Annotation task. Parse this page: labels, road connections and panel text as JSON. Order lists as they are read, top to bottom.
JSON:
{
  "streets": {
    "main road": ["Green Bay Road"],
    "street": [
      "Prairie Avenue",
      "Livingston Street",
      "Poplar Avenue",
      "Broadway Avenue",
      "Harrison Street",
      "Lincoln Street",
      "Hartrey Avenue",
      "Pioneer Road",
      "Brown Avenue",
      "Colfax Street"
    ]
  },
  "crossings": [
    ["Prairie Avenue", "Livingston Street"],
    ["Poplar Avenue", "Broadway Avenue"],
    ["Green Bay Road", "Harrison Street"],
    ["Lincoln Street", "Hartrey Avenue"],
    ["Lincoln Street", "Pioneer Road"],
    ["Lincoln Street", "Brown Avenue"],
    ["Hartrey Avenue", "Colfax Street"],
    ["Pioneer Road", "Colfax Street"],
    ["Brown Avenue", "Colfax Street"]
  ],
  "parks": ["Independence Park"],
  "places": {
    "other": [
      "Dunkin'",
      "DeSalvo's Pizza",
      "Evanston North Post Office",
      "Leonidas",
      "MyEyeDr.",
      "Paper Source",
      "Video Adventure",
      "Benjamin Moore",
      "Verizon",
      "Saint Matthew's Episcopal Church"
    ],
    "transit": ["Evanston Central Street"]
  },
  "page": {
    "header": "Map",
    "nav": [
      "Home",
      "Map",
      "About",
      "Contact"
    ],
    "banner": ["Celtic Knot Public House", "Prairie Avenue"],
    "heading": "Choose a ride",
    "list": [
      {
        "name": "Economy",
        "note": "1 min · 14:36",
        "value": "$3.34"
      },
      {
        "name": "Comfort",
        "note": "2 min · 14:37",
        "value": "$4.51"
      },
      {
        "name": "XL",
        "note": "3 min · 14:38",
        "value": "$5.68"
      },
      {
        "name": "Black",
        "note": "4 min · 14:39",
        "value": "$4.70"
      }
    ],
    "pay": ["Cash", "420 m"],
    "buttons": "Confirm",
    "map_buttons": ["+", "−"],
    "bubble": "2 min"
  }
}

Assigned task: For each line above that carries the word "Prairie", copy it out.

Response below:
      "Prairie Avenue",
    ["Prairie Avenue", "Livingston Street"],
    "banner": ["Celtic Knot Public House", "Prairie Avenue"],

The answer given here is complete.